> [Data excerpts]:
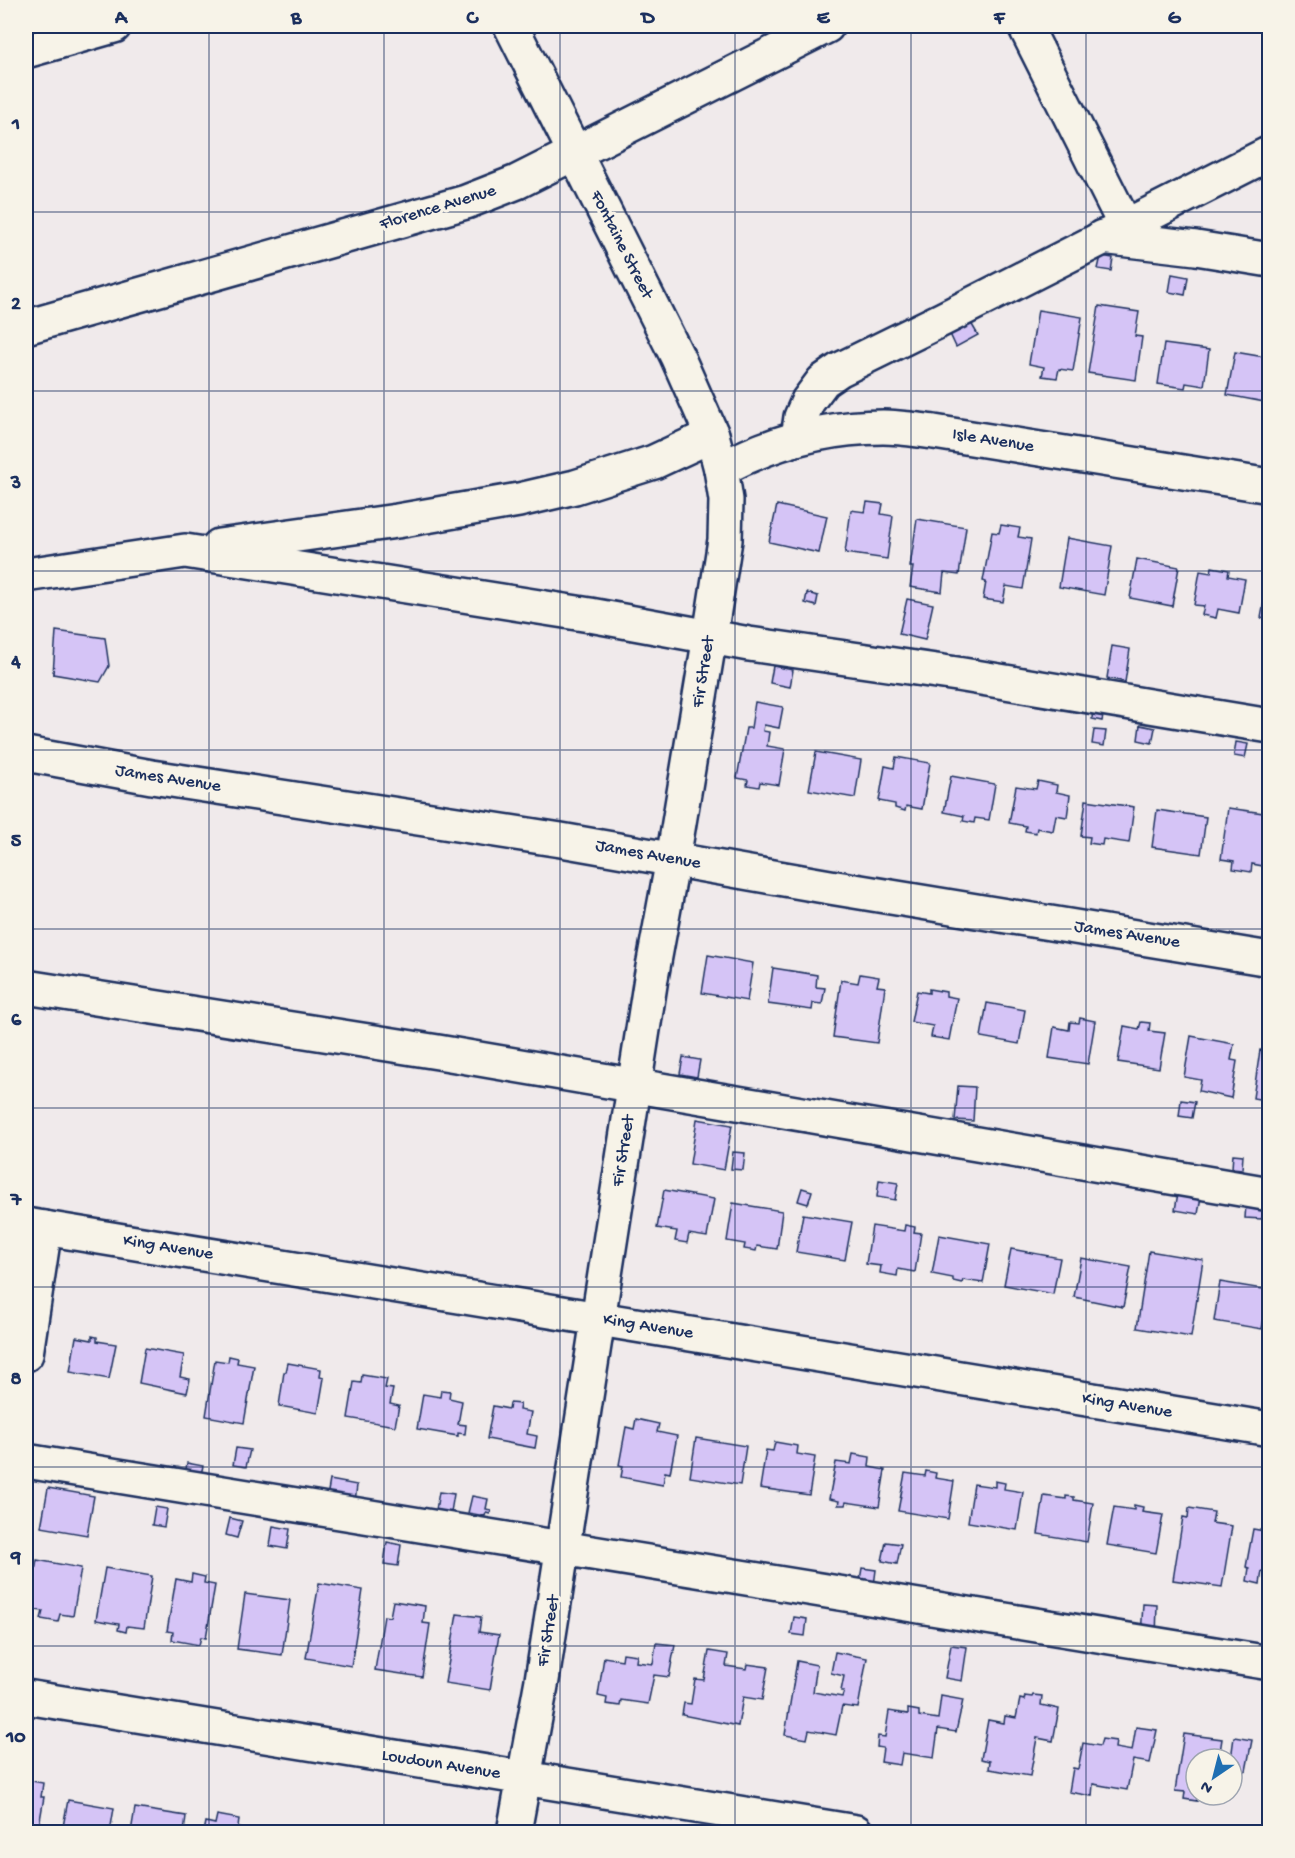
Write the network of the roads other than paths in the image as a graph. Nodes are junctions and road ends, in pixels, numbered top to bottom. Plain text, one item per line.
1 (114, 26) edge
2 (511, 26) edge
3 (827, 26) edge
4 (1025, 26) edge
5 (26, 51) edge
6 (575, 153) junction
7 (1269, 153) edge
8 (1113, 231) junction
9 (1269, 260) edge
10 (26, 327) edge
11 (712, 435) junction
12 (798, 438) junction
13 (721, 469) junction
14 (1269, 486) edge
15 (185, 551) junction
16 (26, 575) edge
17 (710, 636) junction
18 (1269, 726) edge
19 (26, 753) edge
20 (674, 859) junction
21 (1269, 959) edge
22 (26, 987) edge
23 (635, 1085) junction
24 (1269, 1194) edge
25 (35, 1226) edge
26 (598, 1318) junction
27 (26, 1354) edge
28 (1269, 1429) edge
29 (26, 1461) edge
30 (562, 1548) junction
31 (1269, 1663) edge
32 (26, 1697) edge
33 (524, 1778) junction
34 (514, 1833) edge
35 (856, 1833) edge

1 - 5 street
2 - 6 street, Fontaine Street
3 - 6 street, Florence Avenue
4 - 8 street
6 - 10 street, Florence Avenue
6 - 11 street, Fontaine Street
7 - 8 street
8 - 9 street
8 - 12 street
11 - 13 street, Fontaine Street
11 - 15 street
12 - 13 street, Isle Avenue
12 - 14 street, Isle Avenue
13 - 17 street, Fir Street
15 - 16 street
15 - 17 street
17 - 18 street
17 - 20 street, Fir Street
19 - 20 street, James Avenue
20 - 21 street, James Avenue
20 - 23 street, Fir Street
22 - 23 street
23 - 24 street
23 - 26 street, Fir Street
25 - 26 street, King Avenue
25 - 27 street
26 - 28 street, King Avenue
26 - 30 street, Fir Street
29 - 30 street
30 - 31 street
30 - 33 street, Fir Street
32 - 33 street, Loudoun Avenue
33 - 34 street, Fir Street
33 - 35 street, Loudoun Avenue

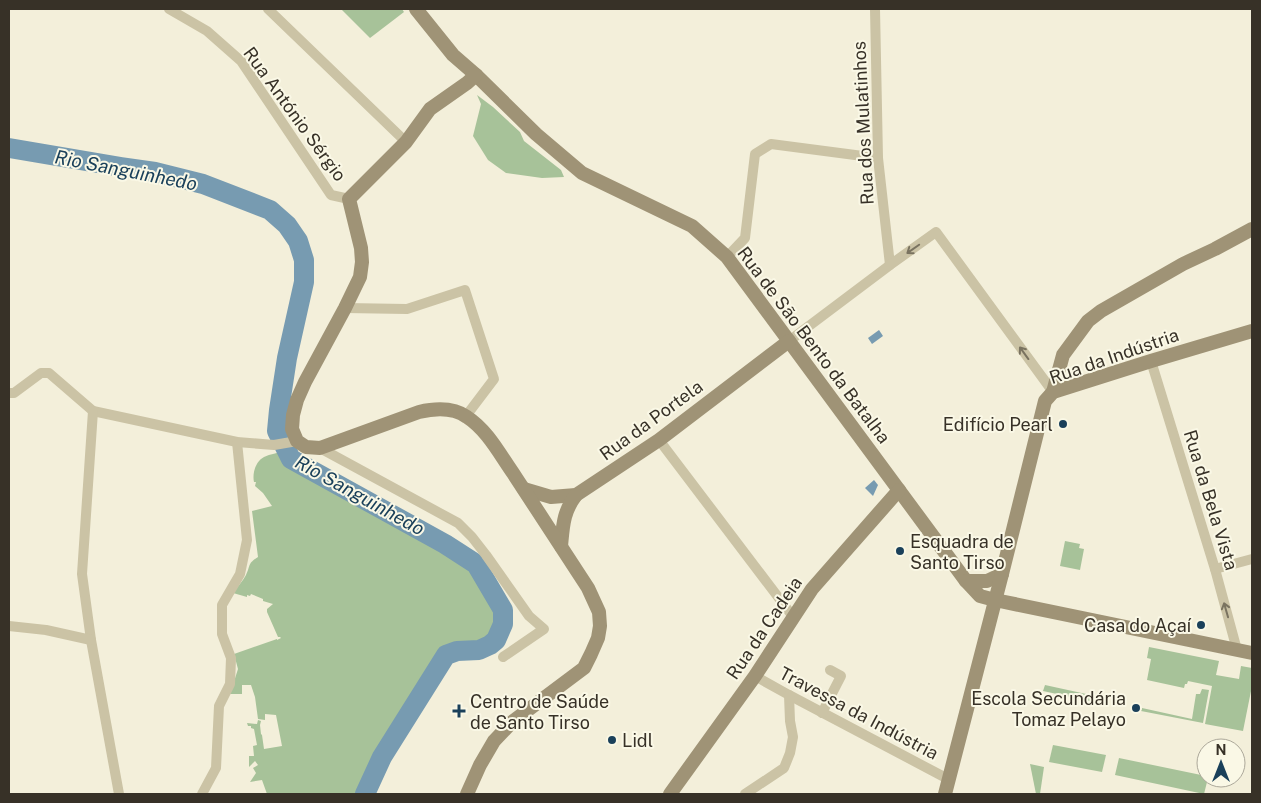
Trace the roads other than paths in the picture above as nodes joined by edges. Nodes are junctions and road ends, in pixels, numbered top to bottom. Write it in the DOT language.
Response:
==
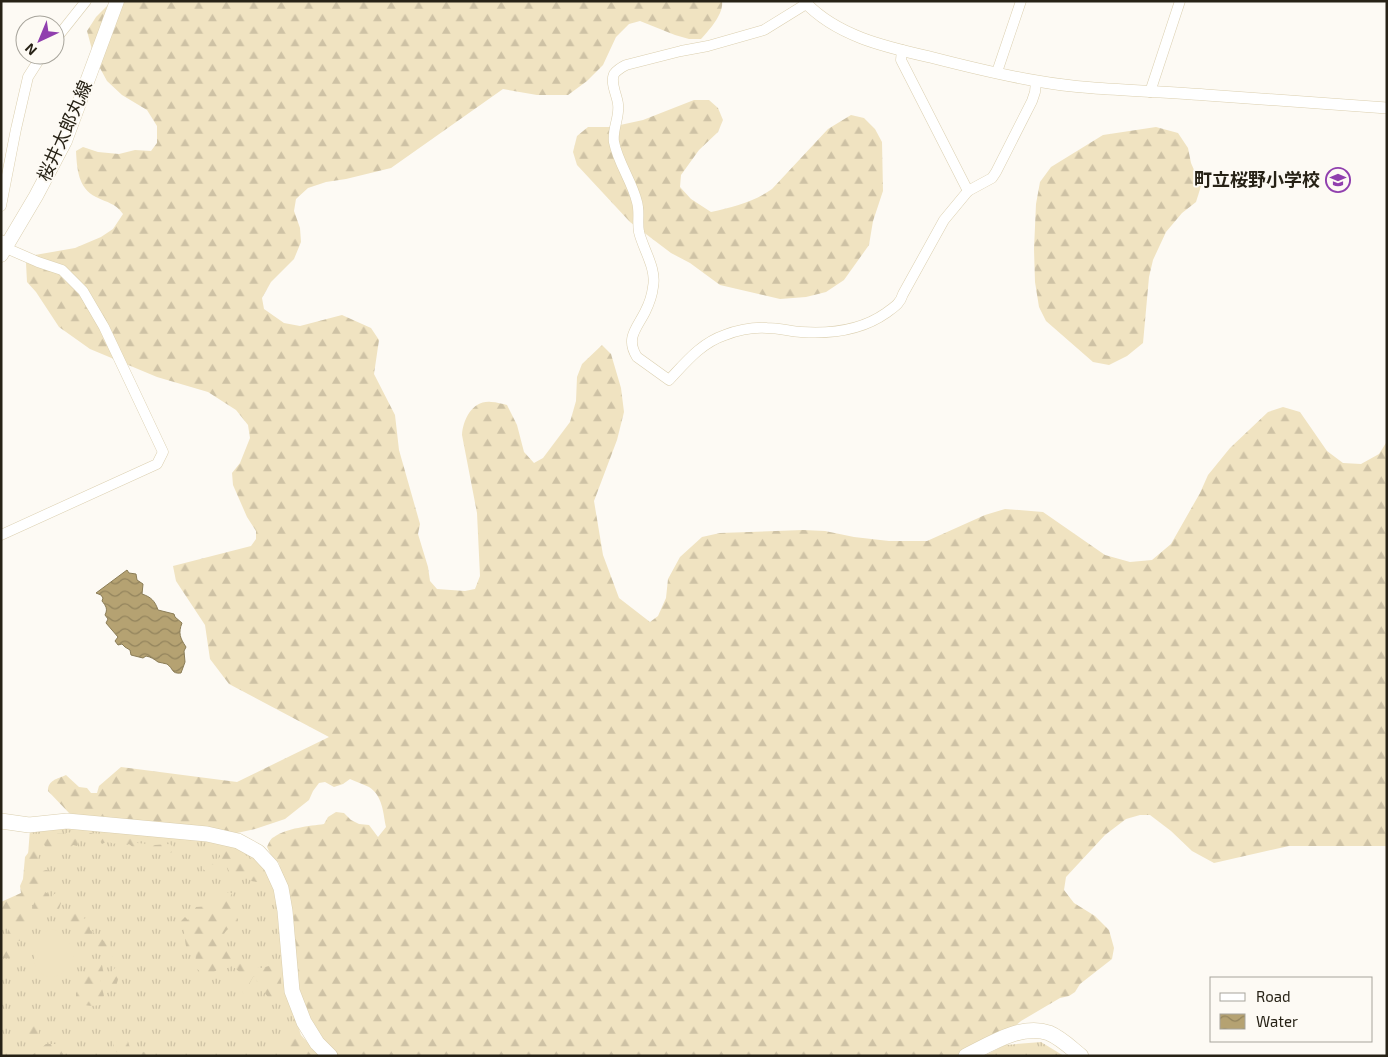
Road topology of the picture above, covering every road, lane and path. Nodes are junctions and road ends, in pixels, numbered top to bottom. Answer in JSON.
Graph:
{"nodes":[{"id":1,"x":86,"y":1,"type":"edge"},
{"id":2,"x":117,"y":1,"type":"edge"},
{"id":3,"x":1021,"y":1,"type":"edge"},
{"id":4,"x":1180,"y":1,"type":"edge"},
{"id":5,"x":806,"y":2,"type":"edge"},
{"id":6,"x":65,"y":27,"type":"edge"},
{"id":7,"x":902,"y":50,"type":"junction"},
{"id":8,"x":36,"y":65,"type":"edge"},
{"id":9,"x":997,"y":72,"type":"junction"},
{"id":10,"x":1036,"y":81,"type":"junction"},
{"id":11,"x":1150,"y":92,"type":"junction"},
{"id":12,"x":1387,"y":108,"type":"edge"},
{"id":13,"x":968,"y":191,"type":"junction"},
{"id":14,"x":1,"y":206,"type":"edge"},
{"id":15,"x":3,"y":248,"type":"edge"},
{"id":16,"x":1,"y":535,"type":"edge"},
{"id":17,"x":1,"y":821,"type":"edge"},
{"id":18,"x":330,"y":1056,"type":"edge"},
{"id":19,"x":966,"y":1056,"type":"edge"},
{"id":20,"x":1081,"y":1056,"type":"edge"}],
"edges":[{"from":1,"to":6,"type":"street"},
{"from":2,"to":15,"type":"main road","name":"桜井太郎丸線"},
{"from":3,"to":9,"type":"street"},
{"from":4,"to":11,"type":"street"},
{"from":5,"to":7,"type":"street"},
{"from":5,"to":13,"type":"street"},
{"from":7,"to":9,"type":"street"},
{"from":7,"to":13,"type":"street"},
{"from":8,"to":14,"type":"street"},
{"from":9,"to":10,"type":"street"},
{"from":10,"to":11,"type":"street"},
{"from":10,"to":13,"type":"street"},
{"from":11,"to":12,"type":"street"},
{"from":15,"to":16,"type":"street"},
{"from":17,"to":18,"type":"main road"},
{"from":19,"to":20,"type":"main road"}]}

> [ACTIVITY]: Could you count how many lines in the records contain the word "picture"? Only the number is needed.

> [SOLUTION TO THIS EXERCISE]: 2